Aquel domingo, le habían tomado la medida y estaban hilvanados hasta los bajos. Pili fue a misa e hizo de monaguilla, como en otras ocasiones, acompañada de otras dos niñas más mayores. Estaban las tres en fila en el momento de la comunión. Don Francisco acercó el cáliz y una por una les dio de comulgar a todas. A Pili, también. “¿Pero tú por qué abriste la boca?”, le increpaba mi madre después. “Porque lo dijo el cura”, justificó. “Y porque tenía ganas de probar la galleta”, confesó después.
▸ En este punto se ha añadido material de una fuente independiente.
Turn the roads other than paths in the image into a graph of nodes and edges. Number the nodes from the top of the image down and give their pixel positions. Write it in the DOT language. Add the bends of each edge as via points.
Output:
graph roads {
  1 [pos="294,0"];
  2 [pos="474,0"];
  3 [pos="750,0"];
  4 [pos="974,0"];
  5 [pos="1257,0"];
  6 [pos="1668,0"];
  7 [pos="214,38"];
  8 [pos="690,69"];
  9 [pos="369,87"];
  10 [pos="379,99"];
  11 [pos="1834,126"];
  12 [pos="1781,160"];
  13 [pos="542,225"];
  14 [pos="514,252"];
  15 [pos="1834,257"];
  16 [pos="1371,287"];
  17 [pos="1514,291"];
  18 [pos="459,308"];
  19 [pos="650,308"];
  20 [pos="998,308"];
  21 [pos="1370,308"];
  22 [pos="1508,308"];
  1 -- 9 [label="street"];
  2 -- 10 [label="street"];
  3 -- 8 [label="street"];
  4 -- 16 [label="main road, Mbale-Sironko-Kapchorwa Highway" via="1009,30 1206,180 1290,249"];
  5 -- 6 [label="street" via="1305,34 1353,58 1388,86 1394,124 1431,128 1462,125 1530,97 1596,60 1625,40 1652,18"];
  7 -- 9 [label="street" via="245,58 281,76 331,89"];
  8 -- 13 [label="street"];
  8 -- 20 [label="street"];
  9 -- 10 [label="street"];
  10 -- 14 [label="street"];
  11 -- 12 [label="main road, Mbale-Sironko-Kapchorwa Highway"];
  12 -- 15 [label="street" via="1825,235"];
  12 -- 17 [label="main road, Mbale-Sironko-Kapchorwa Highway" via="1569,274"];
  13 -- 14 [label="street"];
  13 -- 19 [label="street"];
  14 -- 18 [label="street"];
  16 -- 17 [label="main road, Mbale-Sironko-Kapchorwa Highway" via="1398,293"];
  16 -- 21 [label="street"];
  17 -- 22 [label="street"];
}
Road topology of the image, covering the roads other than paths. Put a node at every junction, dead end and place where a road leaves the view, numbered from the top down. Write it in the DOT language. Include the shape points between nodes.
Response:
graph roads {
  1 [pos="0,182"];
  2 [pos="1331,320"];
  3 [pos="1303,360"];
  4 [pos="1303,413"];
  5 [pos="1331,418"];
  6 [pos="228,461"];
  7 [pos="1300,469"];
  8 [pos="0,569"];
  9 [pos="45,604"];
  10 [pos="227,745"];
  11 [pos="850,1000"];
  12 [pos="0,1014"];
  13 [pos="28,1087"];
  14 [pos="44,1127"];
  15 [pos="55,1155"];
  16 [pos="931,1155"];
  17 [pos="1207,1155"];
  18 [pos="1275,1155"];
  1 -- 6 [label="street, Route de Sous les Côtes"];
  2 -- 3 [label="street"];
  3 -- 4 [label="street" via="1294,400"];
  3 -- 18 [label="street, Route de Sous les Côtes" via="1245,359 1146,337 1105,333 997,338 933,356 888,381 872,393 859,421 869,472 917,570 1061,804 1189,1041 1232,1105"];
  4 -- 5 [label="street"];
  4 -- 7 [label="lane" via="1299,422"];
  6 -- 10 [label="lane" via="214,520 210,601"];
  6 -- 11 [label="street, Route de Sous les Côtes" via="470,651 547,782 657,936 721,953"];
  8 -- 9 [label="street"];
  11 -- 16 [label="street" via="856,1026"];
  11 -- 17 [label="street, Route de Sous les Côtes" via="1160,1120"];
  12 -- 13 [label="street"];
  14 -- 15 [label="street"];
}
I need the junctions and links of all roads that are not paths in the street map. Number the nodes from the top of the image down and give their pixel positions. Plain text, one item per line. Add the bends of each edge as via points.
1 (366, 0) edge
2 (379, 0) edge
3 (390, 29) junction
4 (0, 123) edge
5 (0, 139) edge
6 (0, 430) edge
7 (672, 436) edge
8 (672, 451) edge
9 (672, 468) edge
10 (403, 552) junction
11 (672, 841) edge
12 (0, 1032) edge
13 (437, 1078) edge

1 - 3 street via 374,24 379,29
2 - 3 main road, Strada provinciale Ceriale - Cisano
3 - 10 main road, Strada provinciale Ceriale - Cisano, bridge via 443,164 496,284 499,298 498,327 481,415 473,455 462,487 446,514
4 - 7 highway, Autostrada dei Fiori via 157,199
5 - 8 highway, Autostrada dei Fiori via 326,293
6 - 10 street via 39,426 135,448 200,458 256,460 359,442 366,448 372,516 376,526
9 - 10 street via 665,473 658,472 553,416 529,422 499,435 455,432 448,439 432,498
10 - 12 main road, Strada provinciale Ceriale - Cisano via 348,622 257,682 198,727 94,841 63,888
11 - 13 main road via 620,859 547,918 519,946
Lo cierto es que estuvo un poco molesta por la repercusión de aquella falsa primera vez. De hecho, hubo un profundo debate sobre quien tenía la culpa del incidente –el sacerdote o la cría- y si aquella comunión extraoficial anticipada, era pecado. “Será pecado para él”, zanjó hosca Pili. Y así quedó la cosa. La Santa Madre Iglesia corrió un tupido velo y Pili ‘recomulgó’ en su segunda comunión oficial como si nada hubiese ocurrido.  

Al fin, la tía monja ha tranquilizado al niño de Conchita y Pepe. Después de conocer sus razones nos hemos solidarizado con el desconsuelo del chiquillo, porque el asunto va más allá del berrinche.
Esta mañana cuando se enteró de que no puede hacer la comunión –le explicó a sor Carmela- lloraba porque tenía miedo a que, para septiembre, se le olvidasen las oraciones. “Sobre todo el credo, que es muy largo”, suspiraba el pobre.
Pero después la congoja fue en aumento, porque antes de la cuarentena ya se había confesado, y ahora teme que no pueda aguantar hasta septiembre sin cometer algún pecado. “¿Si sales de casa dos veces aunque esté prohibido, es pecado?, ¿aunque te manden los padres a coger una cosa al patio?”, inquirió el niño.
El dilema de Miguelín. No sabe que es peor, ni que va primero. Si la obediencia a los padres o a las normas. Ahora se entiende que el crío esté en un sinvivir con este debate entre penitencia o multa.